Provided data =>
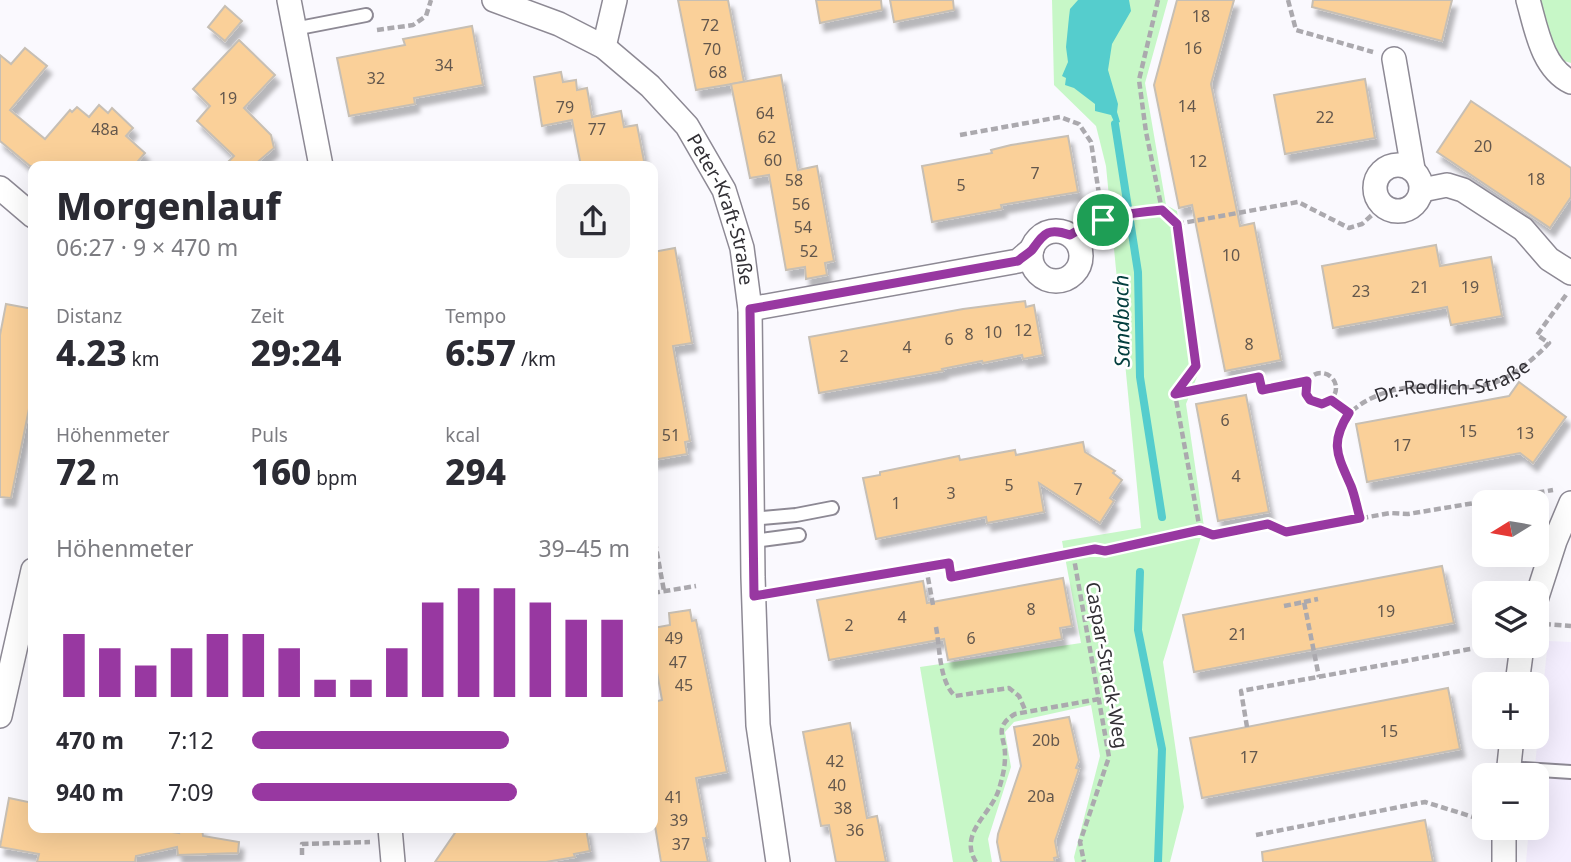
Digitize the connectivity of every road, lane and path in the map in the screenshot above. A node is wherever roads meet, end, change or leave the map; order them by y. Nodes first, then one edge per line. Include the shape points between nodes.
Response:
1 (289, 0) edge
2 (431, 0) edge
3 (494, 0) edge
4 (615, 0) edge
5 (1158, 0) edge
6 (1288, 0) edge
7 (1528, 0) edge
8 (366, 15) joint
9 (294, 29) junction
10 (604, 47) junction
11 (1394, 59) joint
12 (1571, 82) edge
13 (960, 135) dead end
14 (320, 161) edge
15 (1418, 180) junction
16 (0, 188) edge
17 (1383, 205) junction
18 (1162, 210) junction
19 (28, 212) edge
20 (1103, 220) junction
21 (1177, 224) junction
22 (1070, 235) junction
23 (1032, 249) junction
24 (1571, 273) edge
25 (1571, 289) edge
26 (750, 309) junction
27 (1307, 381) junction
28 (1175, 394) junction
29 (1331, 400) junction
30 (1349, 413) junction
31 (1564, 496) edge
32 (832, 508) dead end
33 (1360, 518) junction
34 (753, 530) junction
35 (1200, 530) junction
36 (799, 535) dead end
37 (1073, 553) junction
38 (658, 558) edge
39 (926, 567) junction
40 (1542, 581) edge
41 (696, 586) dead end
42 (664, 591) junction
43 (28, 592) edge
44 (658, 592) edge
45 (754, 596) junction
46 (1318, 598) dead end
47 (1304, 602) junction
48 (933, 606) dead end
49 (1284, 606) dead end
50 (1549, 625) edge
51 (1571, 626) edge
52 (936, 627) dead end
53 (1472, 649) edge
54 (1319, 677) junction
55 (1099, 699) junction
56 (1026, 712) junction
57 (0, 716) edge
58 (1247, 727) dead end
59 (1549, 772) edge
60 (1571, 772) edge
61 (1472, 816) edge
62 (1256, 835) dead end
63 (1504, 840) edge
64 (392, 844) edge
65 (302, 855) dead end
66 (778, 862) edge
67 (976, 862) edge
68 (1084, 862) edge
69 (1504, 862) edge

1 - 9 street
2 - 8 path via 426,16 413,25 378,31
3 - 10 street, Peter-Kraft-Straße
4 - 10 street
5 - 18 path via 1139,80
6 - 11 path via 1296,30
7 - 12 street via 1552,68
8 - 9 lane
9 - 14 street
10 - 26 street, Peter-Kraft-Straße via 687,126 724,190 743,248
11 - 15 street
13 - 20 path via 1060,117 1079,124 1091,142
15 - 17 street via 1418,201 1410,209 1398,211
15 - 17 street via 1402,164 1382,170 1375,188
15 - 24 street via 1463,190 1523,229 1549,260
16 - 19 street
17 - 21 path via 1362,224 1349,228 1298,202
18 - 20 path
18 - 21 path
20 - 22 path
21 - 28 path via 1196,366
22 - 23 street via 1049,232
22 - 23 street via 1082,258 1074,275 1066,280 1056,282 1041,276 1032,264
23 - 26 street via 1018,261
25 - 30 path, Dr.-Redlich-Straße via 1537,335 1549,343 1507,376 1481,386 1385,392
26 - 34 street, Peter-Kraft-Straße
27 - 28 path via 1262,390 1259,377
27 - 29 path via 1310,400 1322,404
27 - 29 path via 1317,373 1331,377 1336,389
28 - 35 path
29 - 30 path
30 - 33 path, Dr.-Redlich-Straße via 1337,442
31 - 33 path
31 - 40 street
32 - 34 lane
33 - 35 path via 1286,532 1268,524 1213,535
34 - 36 lane
34 - 45 street, Peter-Kraft-Straße
35 - 37 path via 1105,551
37 - 39 path via 951,577 949,563
37 - 55 path, Caspar-Strack-Weg
38 - 42 path
39 - 45 path
39 - 48 path
41 - 42 path
42 - 44 path
43 - 57 street
45 - 66 street, Peter-Kraft-Straße via 758,725
46 - 47 path
47 - 49 path
47 - 54 path
50 - 51 path
52 - 56 path via 944,673 955,696 1009,688 1019,696
53 - 54 path
54 - 58 path via 1241,691
55 - 56 path
55 - 68 path, Caspar-Strack-Weg via 1110,757 1080,842
56 - 67 path via 1006,720 1001,729 1006,754 1003,773 994,803 970,839 970,853
59 - 60 lane
61 - 62 path via 1425,802
63 - 69 street
64 - 65 path via 302,844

Task prompt => Could you filter the material above and copy each line that holds the word "Redlich"?

Answer space =>
25 - 30 path, Dr.-Redlich-Straße via 1537,335 1549,343 1507,376 1481,386 1385,392
30 - 33 path, Dr.-Redlich-Straße via 1337,442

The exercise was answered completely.